A rectangular window is surmounted by an equilateral triangle. Given that the perimeter is 16 cm. Find the width of the window so that the maximum amount of light may enter.

Hello student,
Please find the answer to your question below
Let L be the height of the rectangular part of the window and
let w be the width of the window.
The perimeter of the equilateral triangle, minus the base, is 2w and the perimeter of the rectangular part of the window, minus the top, is 2L + w.

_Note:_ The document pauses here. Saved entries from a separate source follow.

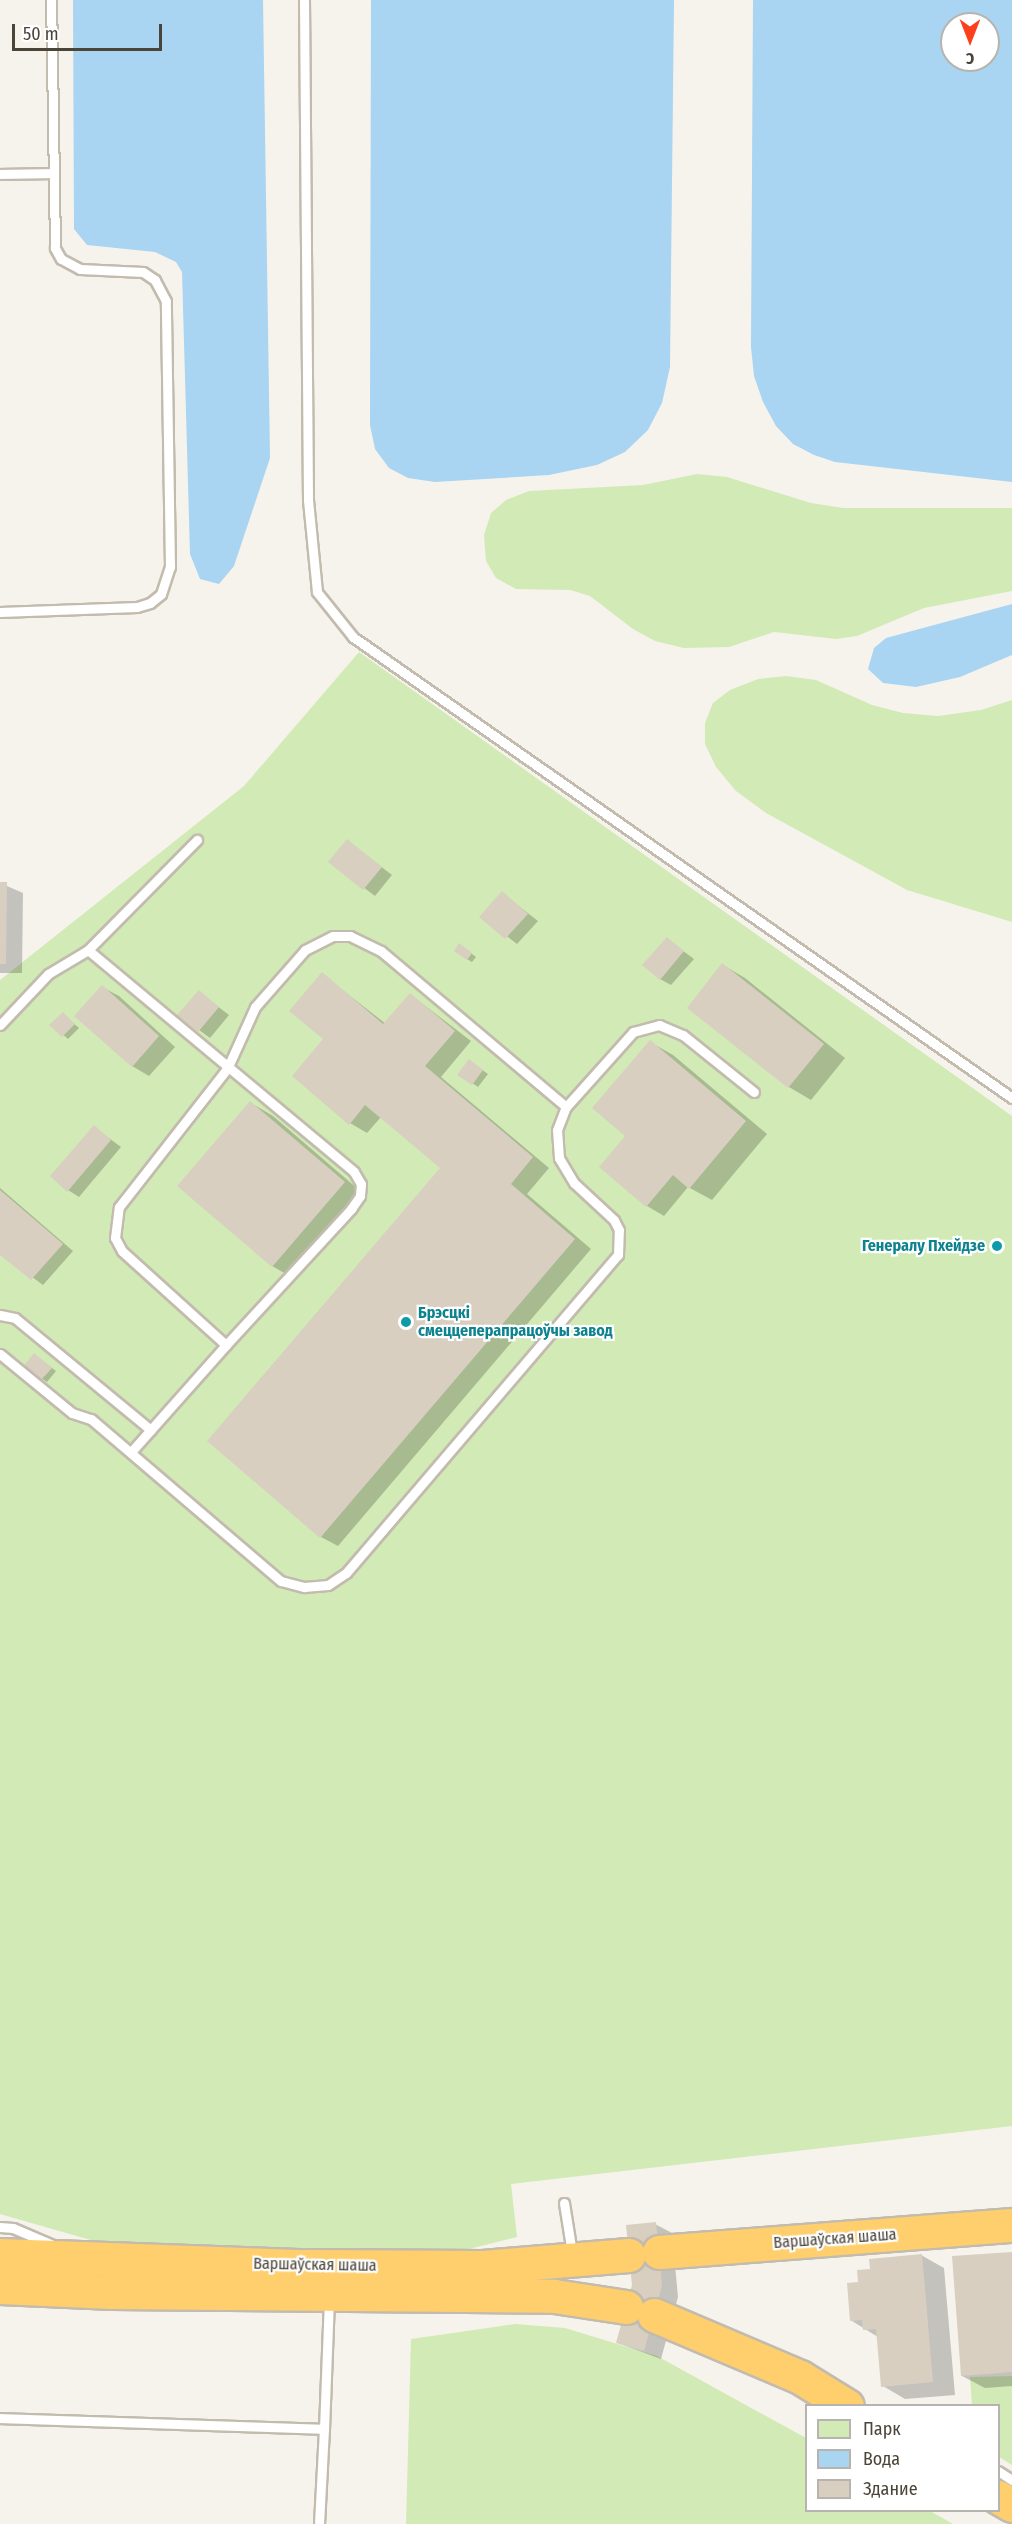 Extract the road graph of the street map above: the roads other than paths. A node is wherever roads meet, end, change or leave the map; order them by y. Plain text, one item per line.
1 (51, 0) edge
2 (304, 0) edge
3 (53, 173) junction
4 (0, 174) edge
5 (0, 612) edge
6 (197, 840) dead end
7 (88, 950) junction
8 (0, 1025) edge
9 (227, 1069) junction
10 (754, 1092) dead end
11 (1012, 1098) edge
12 (566, 1107) junction
13 (0, 1315) edge
14 (225, 1345) junction
15 (0, 1354) edge
16 (151, 1430) junction
17 (131, 1452) junction
18 (564, 2203) dead end
19 (1012, 2225) edge
20 (0, 2227) edge
21 (0, 2255) edge
22 (86, 2259) junction
23 (564, 2278) junction
24 (0, 2287) edge
25 (330, 2296) junction
26 (850, 2403) edge
27 (0, 2418) edge
28 (324, 2429) junction
29 (319, 2524) edge

1 - 3 lane
2 - 11 lane
3 - 4 lane
3 - 5 lane
6 - 7 lane
7 - 8 lane
7 - 9 lane
9 - 12 lane
9 - 14 lane
9 - 14 lane
10 - 12 lane
12 - 17 lane
13 - 16 lane
14 - 16 lane
15 - 17 lane
16 - 17 lane
18 - 23 lane
19 - 23 highway, Варшаўская шаша
20 - 22 lane
21 - 22 highway, Варшаўская шаша
22 - 23 highway, Варшаўская шаша
23 - 25 highway, Варшаўская шаша
23 - 26 highway, Варшаўская шаша
24 - 25 highway, Варшаўская шаша
25 - 28 lane
27 - 28 lane
28 - 29 lane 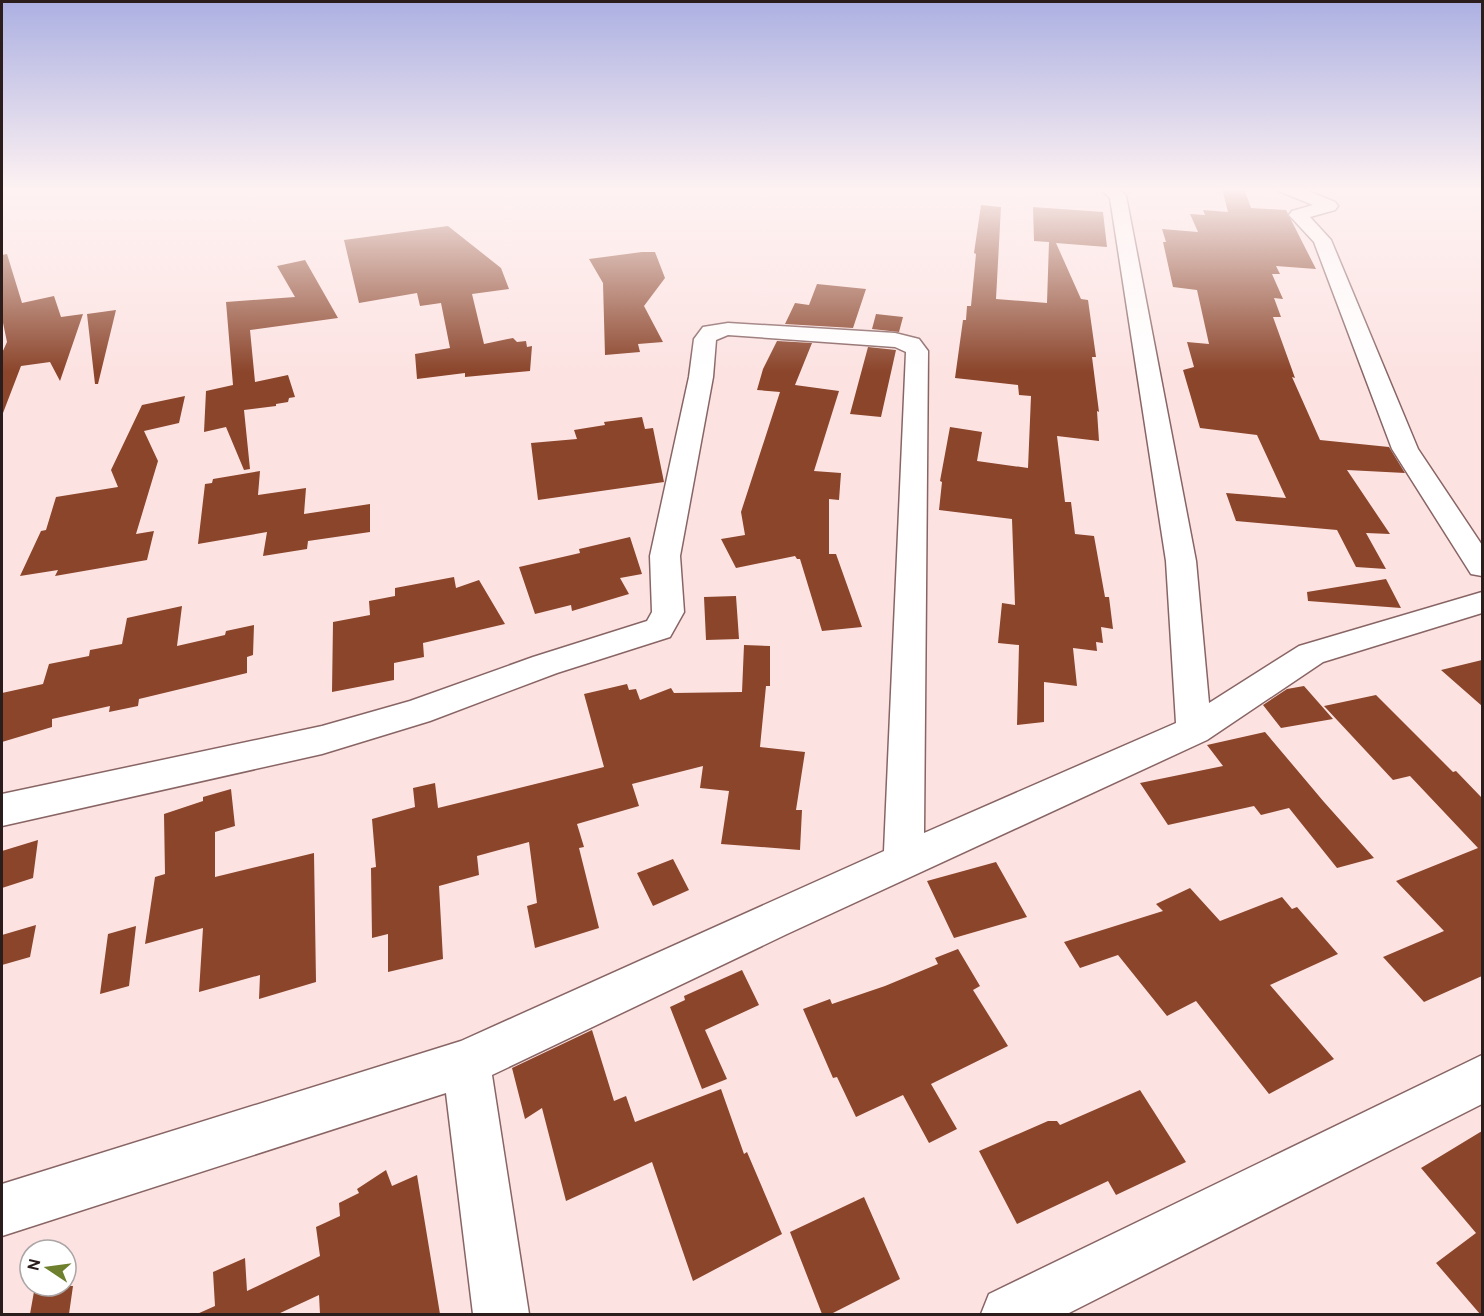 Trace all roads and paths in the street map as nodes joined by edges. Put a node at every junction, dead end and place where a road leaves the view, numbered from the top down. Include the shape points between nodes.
1 (1127, 249) edge
2 (1326, 249) edge
3 (1482, 567) edge
4 (1482, 602) edge
5 (1194, 730) junction
6 (2, 810) edge
7 (904, 860) junction
8 (466, 1063) junction
9 (1482, 1079) edge
10 (2, 1210) edge
11 (501, 1314) edge
12 (1009, 1314) edge

1 - 5 street via 1181,561
2 - 3 street via 1405,449
4 - 5 street via 1311,654
5 - 7 street
6 - 7 street via 322,740 418,712 545,665 659,629 668,612 666,556 705,339 711,332 728,329 894,340 911,344 917,351
7 - 8 street
8 - 10 street
8 - 11 street
9 - 12 street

The perimeter of the window will therefore be
2L + 3w = 16
The area of the triangular part of the window will be
½bh
= ½*w*w√3/2
= w²√3/4
The area of the rectangular part will be Lw, for a total area of
A = w²√3/4 + Lw
but we can get rid of L by solving the perimeter equation for L and making the substitution:
L = 6 − 3/2w
so A = w²√3/4 + (6 − 3/2w)w
= (√3−6)/4w² + 6w
We could use calculus to maximize A, but in this case we have a quadratic equation in w so we only need to find the vertex of the parabola. If you have a quadratic of the form
ax² + bx + c, the x coordinate of the vertex will be at -b/(2a)
In this example, L will be a maximum when
w = -6 / [2*(√3−6)/4]
= 12 / (6 − √3)
or, to rationalize the denominator and simplify,
w = 3(6+√3)/11
So w=3.46m